“A good man brings good things out of the good stored up in his heart, and an evil man brings evil things out of the evil stored up in his heart. For the mouth speaks what the heart is full of.”
You don't need to be religious to see good advice. Speaking about the good/happy things in your heart makes sense. I am so, very, very happy to be rid of the TSCC!!! 2017 had no church people visit my door, or contact me in any way. My TBM parents and siblings also see how happy I am. I tell them about my hobbies and fun things I do with my wife and kids. I am so very, very happy about this.
Every morning I awake to find the dark cloud of lonely ghawdlessness waiting cheerfully to assail me. I swear the damn cloud grins at me as it envelopes. What little hope I might have felt upon awakening is choked out by the enormous despair the cloud imparts to me.
I get up and I slog through my atheist day, knowing nothing of mirth, or joy, of companionship, or good cheer. I spend the day battling despair and the lack of any connection with any decent specimen of my fellow man, because I refuse to honor the concept of divinity and thus all who see me know to avoid me so as not to participate in the horror that is my life. I know that the goal of good and decent people is to avoid me at all costs.

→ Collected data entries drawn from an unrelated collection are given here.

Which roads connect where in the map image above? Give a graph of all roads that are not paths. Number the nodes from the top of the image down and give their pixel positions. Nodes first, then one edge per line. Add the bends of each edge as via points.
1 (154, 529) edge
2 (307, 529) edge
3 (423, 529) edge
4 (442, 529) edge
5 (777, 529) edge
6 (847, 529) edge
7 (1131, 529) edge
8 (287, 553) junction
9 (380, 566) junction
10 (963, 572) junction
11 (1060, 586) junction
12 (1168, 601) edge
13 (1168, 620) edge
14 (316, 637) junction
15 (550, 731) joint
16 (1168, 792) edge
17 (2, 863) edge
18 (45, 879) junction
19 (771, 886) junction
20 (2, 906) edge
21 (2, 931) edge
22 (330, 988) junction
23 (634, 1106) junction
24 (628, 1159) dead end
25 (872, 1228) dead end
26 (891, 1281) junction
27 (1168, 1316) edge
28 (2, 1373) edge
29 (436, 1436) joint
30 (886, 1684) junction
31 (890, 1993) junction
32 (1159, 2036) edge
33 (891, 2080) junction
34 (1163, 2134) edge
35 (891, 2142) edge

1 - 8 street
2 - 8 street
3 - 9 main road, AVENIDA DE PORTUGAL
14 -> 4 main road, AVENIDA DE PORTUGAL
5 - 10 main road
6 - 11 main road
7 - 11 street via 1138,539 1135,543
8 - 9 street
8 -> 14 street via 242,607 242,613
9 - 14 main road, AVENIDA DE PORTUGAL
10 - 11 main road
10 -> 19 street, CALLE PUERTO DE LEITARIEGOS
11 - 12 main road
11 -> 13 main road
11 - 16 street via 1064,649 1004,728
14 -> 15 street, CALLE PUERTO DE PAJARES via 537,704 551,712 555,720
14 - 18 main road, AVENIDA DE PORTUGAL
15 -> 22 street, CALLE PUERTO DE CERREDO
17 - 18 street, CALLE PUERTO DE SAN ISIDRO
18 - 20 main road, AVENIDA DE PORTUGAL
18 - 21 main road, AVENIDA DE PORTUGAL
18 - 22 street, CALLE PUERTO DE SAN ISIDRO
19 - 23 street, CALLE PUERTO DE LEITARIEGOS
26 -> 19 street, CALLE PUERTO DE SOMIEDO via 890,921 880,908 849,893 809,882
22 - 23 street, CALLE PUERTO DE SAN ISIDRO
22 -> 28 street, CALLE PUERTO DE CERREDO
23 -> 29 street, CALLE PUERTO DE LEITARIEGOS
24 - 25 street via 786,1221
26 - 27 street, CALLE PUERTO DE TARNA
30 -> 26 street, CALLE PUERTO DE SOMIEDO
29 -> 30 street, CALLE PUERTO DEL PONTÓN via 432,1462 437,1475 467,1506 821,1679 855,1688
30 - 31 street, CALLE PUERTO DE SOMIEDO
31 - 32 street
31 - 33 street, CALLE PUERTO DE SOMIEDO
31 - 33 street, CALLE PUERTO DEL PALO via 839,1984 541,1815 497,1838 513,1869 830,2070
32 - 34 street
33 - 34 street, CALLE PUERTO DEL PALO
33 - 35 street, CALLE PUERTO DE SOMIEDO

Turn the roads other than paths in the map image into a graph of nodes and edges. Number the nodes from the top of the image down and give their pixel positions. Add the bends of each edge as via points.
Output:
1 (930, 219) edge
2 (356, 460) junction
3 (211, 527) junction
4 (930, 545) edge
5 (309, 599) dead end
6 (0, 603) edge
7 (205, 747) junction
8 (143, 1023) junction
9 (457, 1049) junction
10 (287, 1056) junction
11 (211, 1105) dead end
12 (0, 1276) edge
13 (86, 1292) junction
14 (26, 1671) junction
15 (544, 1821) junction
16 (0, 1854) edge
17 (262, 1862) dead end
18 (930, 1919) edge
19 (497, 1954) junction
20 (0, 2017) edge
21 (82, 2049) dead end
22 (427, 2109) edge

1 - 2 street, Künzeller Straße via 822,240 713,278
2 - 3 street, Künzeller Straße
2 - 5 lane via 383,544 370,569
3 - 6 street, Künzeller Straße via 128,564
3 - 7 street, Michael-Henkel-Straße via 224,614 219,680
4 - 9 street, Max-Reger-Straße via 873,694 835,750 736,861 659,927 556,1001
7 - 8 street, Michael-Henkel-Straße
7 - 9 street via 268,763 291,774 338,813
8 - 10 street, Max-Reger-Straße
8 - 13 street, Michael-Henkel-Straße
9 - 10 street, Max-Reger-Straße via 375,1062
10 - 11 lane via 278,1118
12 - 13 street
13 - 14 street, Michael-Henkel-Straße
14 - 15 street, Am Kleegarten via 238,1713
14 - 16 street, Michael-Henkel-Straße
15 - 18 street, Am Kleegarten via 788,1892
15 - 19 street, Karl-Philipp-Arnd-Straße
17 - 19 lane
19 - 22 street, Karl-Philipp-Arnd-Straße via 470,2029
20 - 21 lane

At the end of yet one more miserable, ghawdless day, I retire to the futility of my cold, lonely bedroom where I cry myself to sleep, wondering what it would be like to know even just one minute of joy, or even just contentedness.
When I finally fall asleep, the cloud must leave me, because why else would I dream of the days long ago when I joyfully participated in the joyfulness of religion?
But there is no good in me now, only the foul emptiness of my ghawdless existence. Here, for having no grace of ghawd, go I.